Ross took a new square of paper and added ‘Brian Tunstall’ to the suspect area, also attaching a victim thread between him and Spatley. She drew a dotted line beside both threads, indicating uncertainty. ‘Two suspects,’ she said.

‘Despite the fact that only one of these “suspects” was observed fleeing the scene,’ noted Costain.

‘Yeah, because we make assumptions only when the specialized nature of our work forces us to. And then we take care to note them.’

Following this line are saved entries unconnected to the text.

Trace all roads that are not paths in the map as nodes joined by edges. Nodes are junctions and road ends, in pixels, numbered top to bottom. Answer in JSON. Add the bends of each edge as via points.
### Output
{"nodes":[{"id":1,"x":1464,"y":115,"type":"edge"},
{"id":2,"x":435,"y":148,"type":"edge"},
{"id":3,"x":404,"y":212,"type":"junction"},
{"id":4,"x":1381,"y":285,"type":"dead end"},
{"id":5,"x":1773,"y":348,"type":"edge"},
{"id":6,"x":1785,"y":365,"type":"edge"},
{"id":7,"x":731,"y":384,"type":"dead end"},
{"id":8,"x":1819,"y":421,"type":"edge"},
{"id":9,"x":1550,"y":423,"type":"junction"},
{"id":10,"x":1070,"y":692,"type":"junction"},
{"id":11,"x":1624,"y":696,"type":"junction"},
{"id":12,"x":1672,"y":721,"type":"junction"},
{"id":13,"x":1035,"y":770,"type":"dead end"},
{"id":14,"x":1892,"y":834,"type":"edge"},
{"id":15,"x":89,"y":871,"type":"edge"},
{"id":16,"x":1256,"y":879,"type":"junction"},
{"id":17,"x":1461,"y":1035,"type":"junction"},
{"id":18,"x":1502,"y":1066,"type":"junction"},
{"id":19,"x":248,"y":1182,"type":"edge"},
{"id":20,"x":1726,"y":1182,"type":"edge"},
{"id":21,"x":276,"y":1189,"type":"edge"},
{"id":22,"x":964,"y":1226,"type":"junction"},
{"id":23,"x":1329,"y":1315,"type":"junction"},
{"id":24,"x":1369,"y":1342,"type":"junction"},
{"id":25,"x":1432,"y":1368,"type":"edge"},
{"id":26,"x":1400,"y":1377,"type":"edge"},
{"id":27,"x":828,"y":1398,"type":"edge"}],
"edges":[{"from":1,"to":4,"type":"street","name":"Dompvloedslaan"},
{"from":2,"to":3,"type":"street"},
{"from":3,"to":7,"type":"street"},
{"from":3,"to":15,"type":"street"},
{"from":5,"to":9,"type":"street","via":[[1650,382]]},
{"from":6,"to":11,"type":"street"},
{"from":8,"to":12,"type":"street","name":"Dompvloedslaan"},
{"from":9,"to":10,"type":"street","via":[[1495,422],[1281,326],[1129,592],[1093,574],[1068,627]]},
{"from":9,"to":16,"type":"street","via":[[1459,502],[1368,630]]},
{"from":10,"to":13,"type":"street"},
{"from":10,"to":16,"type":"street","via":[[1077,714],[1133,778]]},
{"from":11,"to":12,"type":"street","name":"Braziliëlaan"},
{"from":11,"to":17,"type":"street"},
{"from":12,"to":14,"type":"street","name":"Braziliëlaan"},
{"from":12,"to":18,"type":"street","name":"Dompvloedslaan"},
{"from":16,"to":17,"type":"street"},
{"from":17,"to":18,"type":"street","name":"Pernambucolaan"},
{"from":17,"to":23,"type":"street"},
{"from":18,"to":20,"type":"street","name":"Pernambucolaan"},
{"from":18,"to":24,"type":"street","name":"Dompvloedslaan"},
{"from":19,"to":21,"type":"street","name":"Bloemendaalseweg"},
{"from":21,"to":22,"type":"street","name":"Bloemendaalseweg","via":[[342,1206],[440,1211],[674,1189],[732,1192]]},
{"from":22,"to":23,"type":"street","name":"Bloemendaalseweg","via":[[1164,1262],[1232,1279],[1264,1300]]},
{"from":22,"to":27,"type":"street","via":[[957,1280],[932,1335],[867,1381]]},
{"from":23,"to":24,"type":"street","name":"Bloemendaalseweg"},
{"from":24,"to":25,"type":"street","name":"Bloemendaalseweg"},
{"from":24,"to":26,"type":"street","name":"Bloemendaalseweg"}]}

Sefton looked between the two of them. Costain had always been the sort of officer who’d insisted on the importance of first-hand street experience, and Ross’ intelligence-based approach always felt that that procedure was missing the wood for the trees, but now … He knew that Costain, when Ross had been unconscious in hospital after the Losley case, had stayed by her bed, had slept in a chair. Sefton had wondered, during those few weeks when Ross had been full of the joys of spring, if they were going to get together. That looked impossible now, which was tough on these two, because he and Quill had someone to talk to about the impossible stresses this team were under, and they didn’t.

Costain picked up a card of his own and drew a squiggly mass of people on it, then he attached it to Spatley with a dotted thread too. ‘Maybe it’s the “spirit” of the riots? Losley said there were two ways to power in London: to “make sacrifice” or “be remembered”, and it’s not like it’s only the old or famous stuff that gets remembered. We hadn’t heard of that green monster thing Kev met. Maybe this is the sort of collective will of those protestors made solid, or something.’

Quill nodded. ‘Good. But I hope that doesn’t bloody turn out to be the case, ’cos it’s going to be hard to nick a manifestation of the collective unconscious.’

Sefton had something to add. ‘All the “ghosts”’ — he made the speech marks gesture — ‘we’ve seen have been really passive. Everything “remembered” as part of what seems to be a sort of collective memory on the part of London just kind of hangs around, in classic haunting fashion. They didn’t hurt anyone. Not even the remembered versions of Losley.’

‘So maybe one of the protestors has made a sacrifice and is deliberately making this happen,’ said Costain.

‘Absolutely.’ Sefton was glad to hear Costain making deductions like that about his world. Sefton couldn’t do this bit alone, and it always pleased him when the others had a go. He was the opposite to Ross in that respect because his speciality was bloody terrifying and hers wasn’t. ‘But Losley was very set in her ways and didn’t acknowledge things she didn’t approve of or know about. She didn’t mention various powerful items, for instance, like the vanes that were used to attack Jimmy. I don’t think we should imagine she knew or was telling us about every mechanism that exists to do … the sort of stuff we know objects that are very London can do. Speaking of which…’ He stepped forward and added, down the left-hand side of the board, in the space which their team and only their team used for concepts, ‘Cold residuals. Meaning that silver goo.’